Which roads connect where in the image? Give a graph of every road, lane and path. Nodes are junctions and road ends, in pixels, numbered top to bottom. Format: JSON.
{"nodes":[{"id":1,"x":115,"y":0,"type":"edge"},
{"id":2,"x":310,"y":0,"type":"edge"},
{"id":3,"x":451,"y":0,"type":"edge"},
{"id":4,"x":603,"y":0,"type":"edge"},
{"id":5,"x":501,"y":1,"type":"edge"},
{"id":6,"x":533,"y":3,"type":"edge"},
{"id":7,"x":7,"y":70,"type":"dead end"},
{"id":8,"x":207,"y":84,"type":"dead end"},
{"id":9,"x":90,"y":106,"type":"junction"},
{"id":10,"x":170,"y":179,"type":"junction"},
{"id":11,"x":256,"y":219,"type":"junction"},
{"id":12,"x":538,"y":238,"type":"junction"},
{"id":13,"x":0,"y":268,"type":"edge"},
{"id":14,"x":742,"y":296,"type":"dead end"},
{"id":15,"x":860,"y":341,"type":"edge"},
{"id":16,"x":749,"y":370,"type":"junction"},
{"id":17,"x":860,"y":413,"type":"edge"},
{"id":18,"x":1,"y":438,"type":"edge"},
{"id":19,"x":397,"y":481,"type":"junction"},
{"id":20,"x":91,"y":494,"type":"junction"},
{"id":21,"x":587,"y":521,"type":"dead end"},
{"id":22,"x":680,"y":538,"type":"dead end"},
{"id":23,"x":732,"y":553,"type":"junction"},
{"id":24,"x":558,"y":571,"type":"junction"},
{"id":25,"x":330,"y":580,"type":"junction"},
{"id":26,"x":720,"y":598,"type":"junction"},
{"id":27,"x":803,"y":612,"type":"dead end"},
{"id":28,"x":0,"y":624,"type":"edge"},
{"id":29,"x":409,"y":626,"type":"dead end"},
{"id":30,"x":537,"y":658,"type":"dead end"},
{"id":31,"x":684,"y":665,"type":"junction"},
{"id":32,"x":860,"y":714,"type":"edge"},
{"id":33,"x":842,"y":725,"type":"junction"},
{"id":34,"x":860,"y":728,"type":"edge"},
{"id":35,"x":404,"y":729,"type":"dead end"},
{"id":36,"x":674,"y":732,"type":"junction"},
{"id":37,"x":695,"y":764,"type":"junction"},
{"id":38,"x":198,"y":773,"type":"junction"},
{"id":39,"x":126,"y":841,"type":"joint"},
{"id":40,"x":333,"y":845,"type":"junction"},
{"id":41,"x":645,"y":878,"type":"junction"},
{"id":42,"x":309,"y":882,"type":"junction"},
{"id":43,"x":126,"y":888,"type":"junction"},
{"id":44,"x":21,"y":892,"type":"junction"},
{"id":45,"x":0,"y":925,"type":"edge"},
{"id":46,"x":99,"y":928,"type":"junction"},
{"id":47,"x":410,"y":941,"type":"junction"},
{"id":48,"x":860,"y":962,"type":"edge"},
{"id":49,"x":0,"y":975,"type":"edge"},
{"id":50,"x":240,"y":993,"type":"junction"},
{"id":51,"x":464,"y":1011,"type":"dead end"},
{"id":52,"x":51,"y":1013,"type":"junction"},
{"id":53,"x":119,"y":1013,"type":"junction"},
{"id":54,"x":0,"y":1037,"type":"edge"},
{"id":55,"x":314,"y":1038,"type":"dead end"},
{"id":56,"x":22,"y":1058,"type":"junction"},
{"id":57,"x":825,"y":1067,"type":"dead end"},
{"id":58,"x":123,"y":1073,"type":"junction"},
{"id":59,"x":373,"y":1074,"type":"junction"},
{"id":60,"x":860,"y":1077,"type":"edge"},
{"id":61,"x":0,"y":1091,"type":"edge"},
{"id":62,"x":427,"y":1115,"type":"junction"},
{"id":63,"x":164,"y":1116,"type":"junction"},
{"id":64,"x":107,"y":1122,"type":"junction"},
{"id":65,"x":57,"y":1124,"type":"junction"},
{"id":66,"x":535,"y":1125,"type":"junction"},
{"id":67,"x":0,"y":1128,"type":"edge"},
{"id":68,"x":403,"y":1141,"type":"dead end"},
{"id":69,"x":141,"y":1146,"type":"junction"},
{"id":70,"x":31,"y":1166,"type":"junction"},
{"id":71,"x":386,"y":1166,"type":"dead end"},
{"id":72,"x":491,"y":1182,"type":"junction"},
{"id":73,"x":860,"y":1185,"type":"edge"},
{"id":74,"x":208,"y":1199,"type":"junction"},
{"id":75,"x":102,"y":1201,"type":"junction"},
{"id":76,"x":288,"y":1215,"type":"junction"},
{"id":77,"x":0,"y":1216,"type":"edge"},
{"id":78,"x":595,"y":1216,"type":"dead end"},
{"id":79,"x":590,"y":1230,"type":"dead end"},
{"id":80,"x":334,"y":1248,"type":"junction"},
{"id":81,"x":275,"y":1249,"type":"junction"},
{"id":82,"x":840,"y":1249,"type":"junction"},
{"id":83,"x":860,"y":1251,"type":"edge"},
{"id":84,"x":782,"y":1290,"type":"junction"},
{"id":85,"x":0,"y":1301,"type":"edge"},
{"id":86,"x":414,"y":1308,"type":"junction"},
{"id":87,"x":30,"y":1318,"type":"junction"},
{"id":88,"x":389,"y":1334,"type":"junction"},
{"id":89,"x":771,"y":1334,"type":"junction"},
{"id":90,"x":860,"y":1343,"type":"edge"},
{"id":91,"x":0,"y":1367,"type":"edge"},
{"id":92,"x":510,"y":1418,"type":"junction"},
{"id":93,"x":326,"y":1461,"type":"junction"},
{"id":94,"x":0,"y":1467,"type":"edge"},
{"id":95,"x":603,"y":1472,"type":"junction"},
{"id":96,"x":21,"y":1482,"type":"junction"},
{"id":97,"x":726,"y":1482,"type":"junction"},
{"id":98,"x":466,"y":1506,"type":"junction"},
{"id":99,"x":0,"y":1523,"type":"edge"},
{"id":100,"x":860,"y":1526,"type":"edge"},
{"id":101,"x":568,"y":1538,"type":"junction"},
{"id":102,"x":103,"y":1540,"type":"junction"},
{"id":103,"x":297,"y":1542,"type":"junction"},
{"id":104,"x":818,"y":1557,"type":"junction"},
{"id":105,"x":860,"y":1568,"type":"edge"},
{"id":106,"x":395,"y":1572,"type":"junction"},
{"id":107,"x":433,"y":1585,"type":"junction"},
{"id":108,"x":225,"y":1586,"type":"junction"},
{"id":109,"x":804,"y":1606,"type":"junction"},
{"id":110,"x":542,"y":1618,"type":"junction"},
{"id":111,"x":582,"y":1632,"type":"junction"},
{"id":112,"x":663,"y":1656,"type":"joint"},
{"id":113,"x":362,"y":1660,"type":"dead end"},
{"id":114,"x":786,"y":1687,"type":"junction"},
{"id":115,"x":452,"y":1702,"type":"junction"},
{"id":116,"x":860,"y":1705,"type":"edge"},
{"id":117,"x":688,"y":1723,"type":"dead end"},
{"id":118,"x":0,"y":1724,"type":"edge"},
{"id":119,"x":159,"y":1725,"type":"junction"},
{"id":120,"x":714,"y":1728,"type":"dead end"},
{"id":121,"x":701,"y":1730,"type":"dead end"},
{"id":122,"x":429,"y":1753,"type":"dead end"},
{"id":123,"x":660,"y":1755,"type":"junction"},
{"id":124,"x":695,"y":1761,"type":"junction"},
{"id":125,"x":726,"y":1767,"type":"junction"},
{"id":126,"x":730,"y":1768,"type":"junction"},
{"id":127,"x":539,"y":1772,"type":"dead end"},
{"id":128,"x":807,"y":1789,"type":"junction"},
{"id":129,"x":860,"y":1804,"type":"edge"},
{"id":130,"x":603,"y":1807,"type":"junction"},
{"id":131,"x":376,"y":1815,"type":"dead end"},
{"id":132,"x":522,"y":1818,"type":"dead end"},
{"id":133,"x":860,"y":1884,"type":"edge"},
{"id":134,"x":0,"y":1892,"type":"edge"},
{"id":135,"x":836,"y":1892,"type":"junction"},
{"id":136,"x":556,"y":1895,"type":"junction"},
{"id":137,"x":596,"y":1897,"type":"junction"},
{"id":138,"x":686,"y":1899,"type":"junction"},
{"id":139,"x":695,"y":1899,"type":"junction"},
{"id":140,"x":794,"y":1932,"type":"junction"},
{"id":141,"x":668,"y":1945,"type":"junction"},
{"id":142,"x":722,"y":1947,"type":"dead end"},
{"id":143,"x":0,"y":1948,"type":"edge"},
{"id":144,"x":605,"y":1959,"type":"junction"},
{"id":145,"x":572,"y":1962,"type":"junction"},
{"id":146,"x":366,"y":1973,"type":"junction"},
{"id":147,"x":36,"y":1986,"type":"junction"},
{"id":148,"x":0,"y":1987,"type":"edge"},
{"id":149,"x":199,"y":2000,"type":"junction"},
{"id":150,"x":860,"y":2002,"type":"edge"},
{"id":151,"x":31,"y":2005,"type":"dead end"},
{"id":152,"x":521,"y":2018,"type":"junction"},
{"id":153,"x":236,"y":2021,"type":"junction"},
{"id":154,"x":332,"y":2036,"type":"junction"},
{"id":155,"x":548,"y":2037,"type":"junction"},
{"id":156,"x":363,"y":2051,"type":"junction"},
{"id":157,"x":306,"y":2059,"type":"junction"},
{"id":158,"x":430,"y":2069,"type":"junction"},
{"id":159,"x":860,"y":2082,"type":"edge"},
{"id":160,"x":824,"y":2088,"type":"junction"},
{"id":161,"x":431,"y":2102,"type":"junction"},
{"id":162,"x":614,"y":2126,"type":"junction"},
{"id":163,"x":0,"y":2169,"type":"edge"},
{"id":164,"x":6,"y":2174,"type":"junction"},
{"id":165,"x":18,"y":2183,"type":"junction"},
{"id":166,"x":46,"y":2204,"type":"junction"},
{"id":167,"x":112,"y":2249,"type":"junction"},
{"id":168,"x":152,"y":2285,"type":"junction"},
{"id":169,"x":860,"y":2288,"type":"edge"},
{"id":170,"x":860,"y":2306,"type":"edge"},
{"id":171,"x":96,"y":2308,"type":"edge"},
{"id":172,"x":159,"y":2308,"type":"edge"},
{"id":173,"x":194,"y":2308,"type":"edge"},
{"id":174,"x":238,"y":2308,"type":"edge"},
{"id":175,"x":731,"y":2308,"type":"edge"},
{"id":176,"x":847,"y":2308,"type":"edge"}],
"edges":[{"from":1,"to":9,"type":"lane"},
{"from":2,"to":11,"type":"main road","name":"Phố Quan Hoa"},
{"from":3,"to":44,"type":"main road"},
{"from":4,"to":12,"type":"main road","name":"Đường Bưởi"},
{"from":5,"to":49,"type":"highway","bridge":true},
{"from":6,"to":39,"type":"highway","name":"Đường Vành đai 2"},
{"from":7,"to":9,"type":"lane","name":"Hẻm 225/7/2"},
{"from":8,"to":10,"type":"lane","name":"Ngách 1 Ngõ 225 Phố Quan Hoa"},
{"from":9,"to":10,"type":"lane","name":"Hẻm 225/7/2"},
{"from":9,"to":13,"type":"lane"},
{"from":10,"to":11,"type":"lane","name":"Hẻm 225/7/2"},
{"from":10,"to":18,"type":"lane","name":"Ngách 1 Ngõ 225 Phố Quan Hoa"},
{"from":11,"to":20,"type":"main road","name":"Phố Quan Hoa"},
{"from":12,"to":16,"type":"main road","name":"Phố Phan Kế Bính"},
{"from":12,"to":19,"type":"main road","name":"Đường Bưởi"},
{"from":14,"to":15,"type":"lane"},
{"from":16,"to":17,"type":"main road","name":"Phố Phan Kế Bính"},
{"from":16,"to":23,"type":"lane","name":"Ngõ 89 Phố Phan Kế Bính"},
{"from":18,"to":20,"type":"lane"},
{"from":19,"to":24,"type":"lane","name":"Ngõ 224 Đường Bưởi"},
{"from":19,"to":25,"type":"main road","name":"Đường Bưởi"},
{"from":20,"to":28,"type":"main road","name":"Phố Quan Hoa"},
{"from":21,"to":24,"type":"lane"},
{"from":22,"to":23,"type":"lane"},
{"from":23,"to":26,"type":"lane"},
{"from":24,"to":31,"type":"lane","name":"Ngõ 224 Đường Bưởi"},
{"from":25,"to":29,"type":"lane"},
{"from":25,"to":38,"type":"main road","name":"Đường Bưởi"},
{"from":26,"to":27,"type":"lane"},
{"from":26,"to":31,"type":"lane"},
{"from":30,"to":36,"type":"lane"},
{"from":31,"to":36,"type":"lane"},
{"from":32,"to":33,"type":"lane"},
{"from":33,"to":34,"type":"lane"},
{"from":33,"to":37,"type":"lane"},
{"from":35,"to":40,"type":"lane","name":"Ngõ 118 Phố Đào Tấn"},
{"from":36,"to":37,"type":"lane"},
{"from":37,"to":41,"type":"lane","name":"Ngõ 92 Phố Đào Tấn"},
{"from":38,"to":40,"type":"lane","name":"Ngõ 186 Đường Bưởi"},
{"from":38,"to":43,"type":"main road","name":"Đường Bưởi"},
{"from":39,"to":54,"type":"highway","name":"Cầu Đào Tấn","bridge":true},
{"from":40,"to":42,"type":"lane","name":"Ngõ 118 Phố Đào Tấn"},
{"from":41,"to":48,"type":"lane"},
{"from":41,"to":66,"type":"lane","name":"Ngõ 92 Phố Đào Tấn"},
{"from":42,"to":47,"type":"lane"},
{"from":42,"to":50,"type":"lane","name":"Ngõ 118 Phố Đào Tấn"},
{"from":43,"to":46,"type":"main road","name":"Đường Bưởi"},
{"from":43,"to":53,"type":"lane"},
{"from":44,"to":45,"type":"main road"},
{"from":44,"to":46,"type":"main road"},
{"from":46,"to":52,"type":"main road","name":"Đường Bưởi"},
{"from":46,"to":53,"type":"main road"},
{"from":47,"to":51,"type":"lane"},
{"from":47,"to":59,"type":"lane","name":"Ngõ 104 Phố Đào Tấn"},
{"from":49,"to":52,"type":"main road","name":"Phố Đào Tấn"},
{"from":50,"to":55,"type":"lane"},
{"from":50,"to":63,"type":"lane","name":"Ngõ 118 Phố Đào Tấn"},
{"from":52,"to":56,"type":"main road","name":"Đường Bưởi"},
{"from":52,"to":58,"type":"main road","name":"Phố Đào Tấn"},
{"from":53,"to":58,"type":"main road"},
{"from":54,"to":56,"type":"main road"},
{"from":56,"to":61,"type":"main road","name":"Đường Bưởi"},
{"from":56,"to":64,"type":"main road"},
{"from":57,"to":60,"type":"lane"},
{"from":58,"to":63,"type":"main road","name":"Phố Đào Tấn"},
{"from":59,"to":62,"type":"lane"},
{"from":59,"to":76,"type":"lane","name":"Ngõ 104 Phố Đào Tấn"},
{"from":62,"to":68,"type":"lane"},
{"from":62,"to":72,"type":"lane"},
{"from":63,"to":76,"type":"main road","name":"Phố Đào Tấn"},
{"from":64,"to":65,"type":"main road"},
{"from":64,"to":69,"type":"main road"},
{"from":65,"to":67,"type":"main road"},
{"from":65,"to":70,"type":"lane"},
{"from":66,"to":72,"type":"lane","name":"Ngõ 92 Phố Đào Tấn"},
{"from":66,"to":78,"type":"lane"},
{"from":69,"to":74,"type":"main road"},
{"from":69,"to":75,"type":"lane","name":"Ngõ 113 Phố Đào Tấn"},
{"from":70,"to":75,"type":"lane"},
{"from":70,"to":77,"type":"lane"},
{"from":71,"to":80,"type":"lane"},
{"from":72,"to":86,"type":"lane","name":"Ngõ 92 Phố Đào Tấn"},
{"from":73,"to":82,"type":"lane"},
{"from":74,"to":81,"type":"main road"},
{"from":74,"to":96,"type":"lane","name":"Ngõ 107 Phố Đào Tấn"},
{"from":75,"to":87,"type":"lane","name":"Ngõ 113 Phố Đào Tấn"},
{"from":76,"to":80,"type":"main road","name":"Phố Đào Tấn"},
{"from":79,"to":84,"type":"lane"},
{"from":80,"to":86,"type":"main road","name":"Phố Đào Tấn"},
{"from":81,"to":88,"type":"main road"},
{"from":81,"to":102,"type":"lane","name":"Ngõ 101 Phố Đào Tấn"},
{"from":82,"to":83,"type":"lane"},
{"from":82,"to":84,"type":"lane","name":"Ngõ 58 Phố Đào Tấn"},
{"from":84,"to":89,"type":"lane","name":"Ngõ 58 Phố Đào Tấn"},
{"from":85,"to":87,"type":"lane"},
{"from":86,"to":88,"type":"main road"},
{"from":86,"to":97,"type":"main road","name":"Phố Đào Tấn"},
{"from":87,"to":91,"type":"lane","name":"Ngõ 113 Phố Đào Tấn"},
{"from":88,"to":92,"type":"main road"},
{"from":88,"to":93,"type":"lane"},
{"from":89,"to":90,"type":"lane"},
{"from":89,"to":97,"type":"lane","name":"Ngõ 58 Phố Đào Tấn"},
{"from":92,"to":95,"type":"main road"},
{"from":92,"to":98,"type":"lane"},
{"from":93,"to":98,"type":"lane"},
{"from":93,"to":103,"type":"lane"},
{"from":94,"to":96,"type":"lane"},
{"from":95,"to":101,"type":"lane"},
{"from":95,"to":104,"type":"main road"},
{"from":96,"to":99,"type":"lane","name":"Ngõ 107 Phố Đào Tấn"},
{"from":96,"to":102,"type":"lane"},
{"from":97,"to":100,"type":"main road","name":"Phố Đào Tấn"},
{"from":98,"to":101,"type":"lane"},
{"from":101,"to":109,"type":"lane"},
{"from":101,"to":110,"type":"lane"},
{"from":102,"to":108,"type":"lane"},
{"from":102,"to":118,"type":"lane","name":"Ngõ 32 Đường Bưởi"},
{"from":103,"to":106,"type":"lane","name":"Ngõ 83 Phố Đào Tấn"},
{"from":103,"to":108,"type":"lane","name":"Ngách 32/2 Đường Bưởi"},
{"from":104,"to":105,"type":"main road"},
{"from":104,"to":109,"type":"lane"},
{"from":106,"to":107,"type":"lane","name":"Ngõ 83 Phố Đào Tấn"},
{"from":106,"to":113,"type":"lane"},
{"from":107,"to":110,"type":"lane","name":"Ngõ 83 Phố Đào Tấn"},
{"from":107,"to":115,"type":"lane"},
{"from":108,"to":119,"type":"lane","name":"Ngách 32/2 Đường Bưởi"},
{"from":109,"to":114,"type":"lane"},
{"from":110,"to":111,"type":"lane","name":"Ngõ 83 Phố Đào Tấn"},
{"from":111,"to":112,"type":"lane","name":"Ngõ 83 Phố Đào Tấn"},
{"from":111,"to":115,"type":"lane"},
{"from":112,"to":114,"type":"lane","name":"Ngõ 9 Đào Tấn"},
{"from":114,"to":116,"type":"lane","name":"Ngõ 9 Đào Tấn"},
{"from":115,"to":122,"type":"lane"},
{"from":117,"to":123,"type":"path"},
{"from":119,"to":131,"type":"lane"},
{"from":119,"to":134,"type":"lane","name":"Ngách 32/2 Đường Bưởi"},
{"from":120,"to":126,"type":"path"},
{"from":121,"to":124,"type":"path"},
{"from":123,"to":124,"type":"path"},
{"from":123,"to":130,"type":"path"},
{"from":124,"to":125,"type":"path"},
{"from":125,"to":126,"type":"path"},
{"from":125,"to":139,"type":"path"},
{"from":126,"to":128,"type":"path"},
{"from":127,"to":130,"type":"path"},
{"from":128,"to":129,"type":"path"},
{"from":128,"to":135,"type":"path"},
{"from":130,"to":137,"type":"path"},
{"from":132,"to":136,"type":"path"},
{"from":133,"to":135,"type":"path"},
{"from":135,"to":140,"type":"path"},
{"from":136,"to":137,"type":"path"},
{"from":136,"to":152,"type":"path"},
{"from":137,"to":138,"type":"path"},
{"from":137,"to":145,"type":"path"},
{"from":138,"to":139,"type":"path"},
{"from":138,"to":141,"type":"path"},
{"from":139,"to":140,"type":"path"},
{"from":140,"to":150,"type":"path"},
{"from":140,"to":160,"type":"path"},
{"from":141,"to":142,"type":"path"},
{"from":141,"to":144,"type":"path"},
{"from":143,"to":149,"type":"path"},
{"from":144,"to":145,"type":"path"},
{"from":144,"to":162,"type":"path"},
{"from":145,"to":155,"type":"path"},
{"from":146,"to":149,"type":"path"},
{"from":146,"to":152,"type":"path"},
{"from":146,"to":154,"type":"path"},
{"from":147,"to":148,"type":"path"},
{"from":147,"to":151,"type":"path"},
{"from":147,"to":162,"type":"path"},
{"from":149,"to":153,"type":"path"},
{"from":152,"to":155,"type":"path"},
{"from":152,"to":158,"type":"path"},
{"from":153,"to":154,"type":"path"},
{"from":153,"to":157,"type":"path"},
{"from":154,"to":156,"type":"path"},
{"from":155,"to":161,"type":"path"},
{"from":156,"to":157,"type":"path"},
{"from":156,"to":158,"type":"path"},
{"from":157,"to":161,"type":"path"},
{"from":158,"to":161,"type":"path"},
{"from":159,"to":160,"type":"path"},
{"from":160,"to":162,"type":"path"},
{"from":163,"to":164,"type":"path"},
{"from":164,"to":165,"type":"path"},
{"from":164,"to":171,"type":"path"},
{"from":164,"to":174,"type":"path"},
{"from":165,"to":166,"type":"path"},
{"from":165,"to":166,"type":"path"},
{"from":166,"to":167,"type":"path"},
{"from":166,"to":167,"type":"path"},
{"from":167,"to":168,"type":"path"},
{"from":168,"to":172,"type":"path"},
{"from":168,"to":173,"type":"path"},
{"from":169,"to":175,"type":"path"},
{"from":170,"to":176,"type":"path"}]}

■ ABOUT THIS EXERCISE
Pull out every line of the records above that contains the word "Bính".

■ RESPONSE TO THE EXERCISE
{"from":12,"to":16,"type":"main road","name":"Phố Phan Kế Bính"},
{"from":16,"to":17,"type":"main road","name":"Phố Phan Kế Bính"},
{"from":16,"to":23,"type":"lane","name":"Ngõ 89 Phố Phan Kế Bính"},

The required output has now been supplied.